Italie, moins 42% de personnes accueillies ces 3 dernières années : l’urgence qui n’est pas là (25/07/2022)

Les institutions restent réticentes à publier des données sur l’accueil des étrangers en Italie, ce qui retarde le processus vers une transparence totale et donc une évaluation des résultats des politiques mises en œuvre. Ces dernières années, ActionAid et Openpolis ont dénoncé le manque de données complètes, ouvertes et accessibles sur un phénomène qui non seulement affecte directement la vie de milliers de personnes résidant dans les centres, mais revient aussi régulièrement au centre du débat politique et public. , souvent malheureusement soumis à exploitation. Le manque d’information des institutions gérant le système d’accueil en Italie forcé ActionAid et Openpolis à transmettre 24 entre les demandes d’accès aux données, les demandes de réexamen ou de clarification, et les recours devant les juridictions institués d’avril 2020 à juin 2022.
Le travail de collecte et d’analyse des données a abouti à : Centers of Italy, la première plateforme de suivi de tous les centres d’accueil pour demandeurs d’asile et réfugiés en Italie, lancé en février dernier par ActionAid Italia et Openpolis.

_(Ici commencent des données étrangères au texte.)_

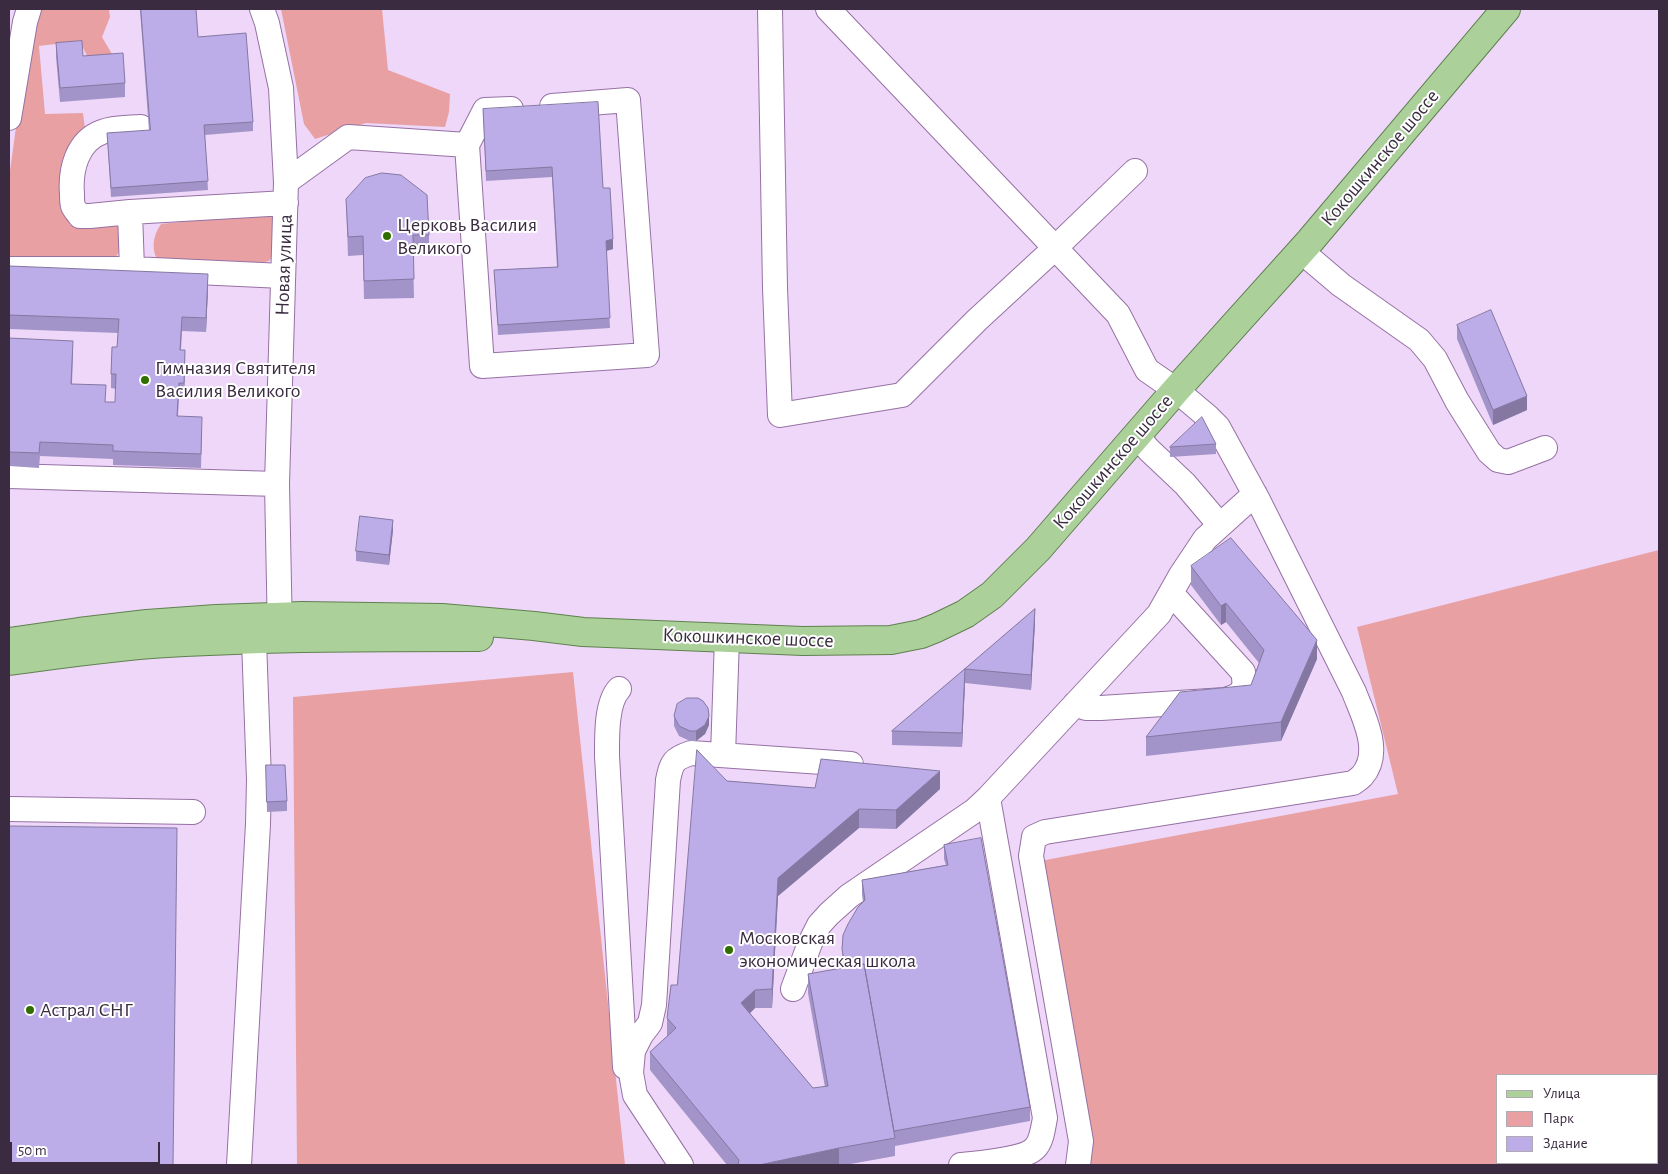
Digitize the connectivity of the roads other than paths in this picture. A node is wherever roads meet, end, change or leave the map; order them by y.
1 (262, 9) edge
2 (770, 9) edge
3 (828, 9) edge
4 (1506, 9) edge
5 (21, 14) edge
6 (9, 118) edge
7 (142, 127) dead end
8 (467, 145) junction
9 (1135, 171) dead end
10 (286, 193) junction
11 (130, 212) junction
12 (1055, 248) junction
13 (1301, 251) junction
14 (9, 269) edge
15 (132, 270) junction
16 (283, 276) junction
17 (1176, 390) junction
18 (1137, 436) junction
19 (1545, 448) dead end
20 (9, 476) edge
21 (276, 484) junction
22 (1254, 494) junction
23 (1220, 524) junction
24 (1171, 593) junction
25 (271, 632) junction
26 (727, 638) junction
27 (9, 642) edge
28 (48, 656) junction
29 (9, 661) edge
30 (9, 665) edge
31 (619, 689) dead end
32 (1075, 704) junction
33 (723, 756) junction
34 (875, 766) edge
35 (988, 798) junction
36 (9, 809) edge
37 (193, 812) dead end
38 (792, 989) dead end
39 (626, 1086) dead end
40 (239, 1165) edge
41 (681, 1165) edge
42 (962, 1165) edge
43 (1078, 1165) edge

1 - 10 street, Новая улица
2 - 12 street
3 - 12 street
4 - 13 main road, Кокошкинское шоссе
5 - 6 street
7 - 11 street
8 - 8 street
8 - 10 street
9 - 12 street
10 - 11 street
10 - 16 street, Новая улица
11 - 15 street
12 - 17 street
13 - 17 main road, Кокошкинское шоссе
13 - 19 street
14 - 15 street
15 - 16 street
16 - 21 street, Новая улица
17 - 18 main road, Кокошкинское шоссе
17 - 22 street
18 - 23 street
18 - 26 main road, Кокошкинское шоссе
20 - 21 street
21 - 25 street, Новая улица
22 - 23 street
22 - 43 street
23 - 24 street
24 - 32 street
24 - 32 street
25 - 26 main road, Кокошкинское шоссе
25 - 27 main road
25 - 28 main road
25 - 40 street, Новая улица
26 - 33 street
28 - 29 main road
28 - 30 main road
31 - 39 street
32 - 35 street
33 - 34 street
33 - 41 street
35 - 38 street
35 - 42 street
36 - 37 street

Au cours des trois dernières années, le nombre de personnes acceptées en Italie a chuté de 42 %. D’après les données, il n’y a pas d’urgence migratoire dans notre pays. C’est le système d’accueil qui fonctionne dans l’urgence, puisque 7 migrants sur 10 sont accueillis dans des centres d’exception. Grâce au travail d’analyse effectué, nous savons qu’entre 2018 et 2020 nous sommes passés d’une capacité de 170 000 personnes à 100 000, plus de 3000 centres ont été fermés et que les petits centres qui ont perdu des milliers de places ont payé le plus lourd tribut. . Cependant, le fait le plus important est que, malgré le petit nombre d’invités recueillis plus en détail dans le dernier rapport intitulé L’urgence qui n’existe pas, l’accueil se fait dans l’urgence, non pas à cause du nombre de personnes accueillies, mais plutôt à cause de la manière dont le système est géré. En 2015, plus de 70 % des personnes ont été accueillies dans le dispositif d’urgence au détriment du dispositif régulier. Bien que le nombre de personnes acceptées soit nettement inférieur en 2021, ce pourcentage est resté pratiquement le même.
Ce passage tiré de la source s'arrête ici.